Farbe & Coloration

Blondierung & Friseurbedarf: Produkte für helles Haar

Blondierung & Friseurbedarf: Produkte für helles Haar
Foto: — · hairkapper.de

Grundlagen verstehen: Was passiert beim Blondieren?

Bevor du überhaupt zum Aufheller greifst, ist es wichtig zu verstehen, was dieser macht. Haare enthalten Pigmente, die ihnen ihre Farbe geben – das Melanin. Blondierungsmittel arbeiten chemisch daran, diese Pigmente abzubauen. Das ist ein Prozess, der Oxidation genannt wird. Dabei öffnet das Produkt die äußere Schuppenschicht des Haares (die Kutikula), sodass der Wirkstoff in den Haarschaft eindringen kann, um das Melanin zu „bleichen“.

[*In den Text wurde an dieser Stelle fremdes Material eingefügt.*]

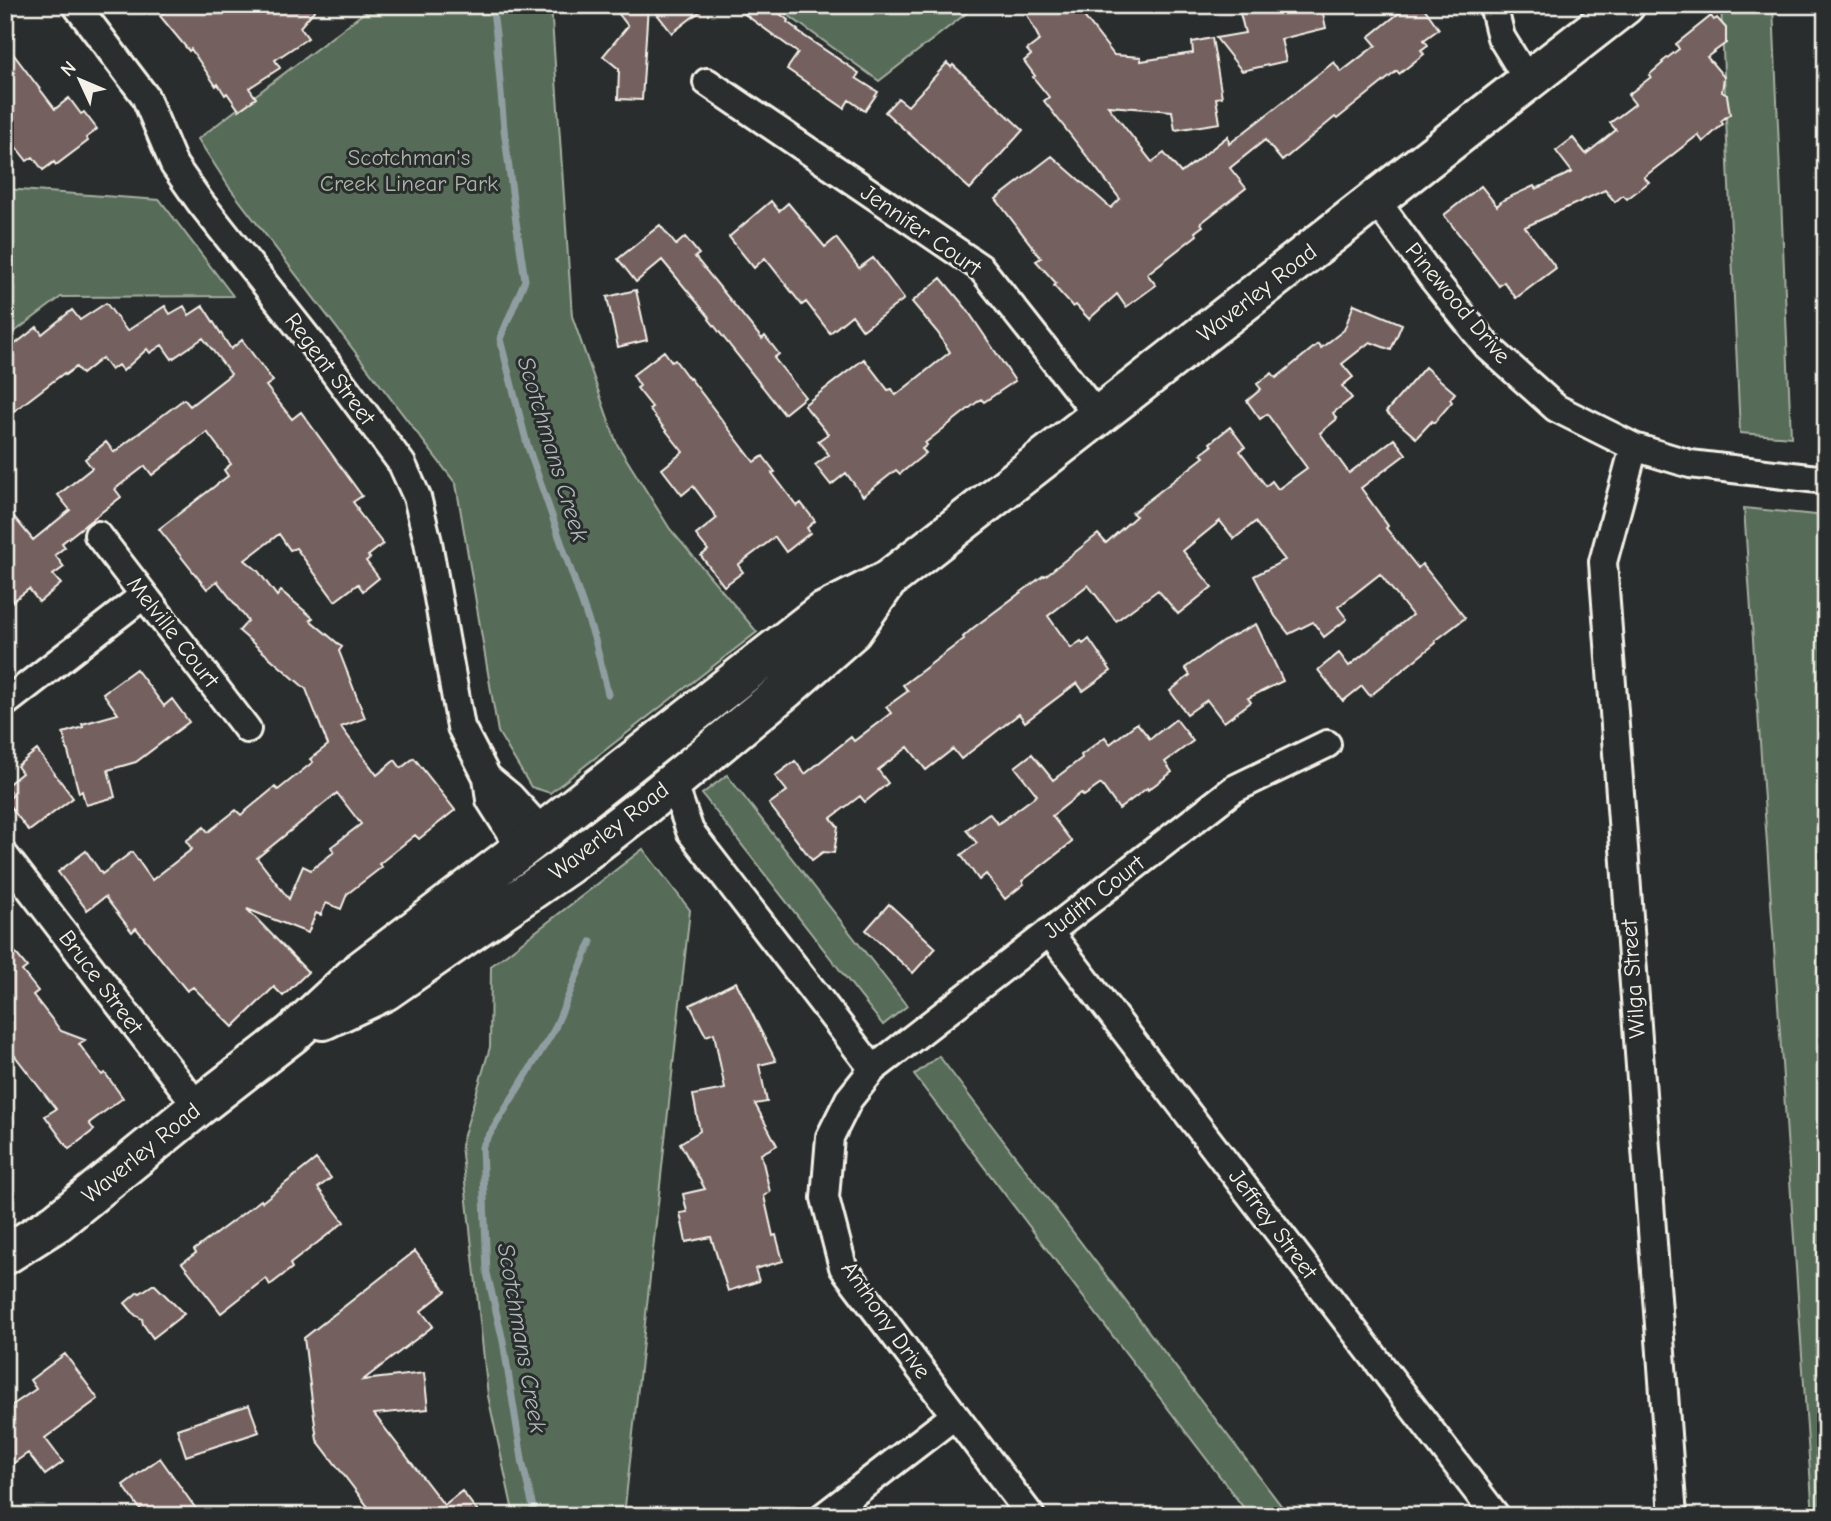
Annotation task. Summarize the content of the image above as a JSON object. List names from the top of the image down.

Dieser Prozess findet in mehreren Stufen statt. Dein dunkles Haar wird erst rot, dann orange, dann gelb. Das Ziel ist meist ein helles Gelb, bevor die eigentliche Farbbehandlung oder das Tonen folgt. Wenn du verstehst, wie dieser Mechanismus funktioniert, kannst du die notwendigen Hilfsmittel im Friseurbedarf besser einschätzen.

Die wichtigsten Komponenten des Friseurbedarfs für deine Blondierung

Wenn du dich im Fachhandel umschaust, wirst du eine riesige Auswahl an Pudern und Cremes sehen. Das richtige Equipment und die richtigen Chemikalien sind entscheidend für das Endergebnis und die Haargesundheit. Hier sind die absoluten Must-haves für deinen Blondierungsvorgang.

1. Das Aufhellungspulver oder die Blondiercreme

Das Herzstück ist das Blondierungsprodukt selbst. Es gibt zwei Hauptformen, die im Friseurbedarf angeboten werden:

• Blondierpulver (Staubfrei): Das ist oft die stärkste Variante. Hochwertige Pulver sind heute meist staubfrei, was gut für deine Atemwege ist. Sie bieten eine sehr hohe Aufhellleistung, ideal für dunkle Basen oder wenn du sehr hell werden musst.

• Blondiercreme: Cremes sind sanfter und oft einfacher in der Anwendung, da sie weniger tropfen und sich besser mit dem Haar verbinden. Sie sind perfekt für gezielte Techniken wie Balayage oder Foliensträhnen, aber auch für Voll-Blondierungen, wenn das Haar schon strapaziert ist.

Achte darauf, ein Produkt zu wählen, das für deinen Ausgangshaarton geeignet ist. Wenn du von Schwarz auf Platin willst, brauchst du eine höhere Leistung als jemand, der von Mittelbraun auf Goldblond aufhellt.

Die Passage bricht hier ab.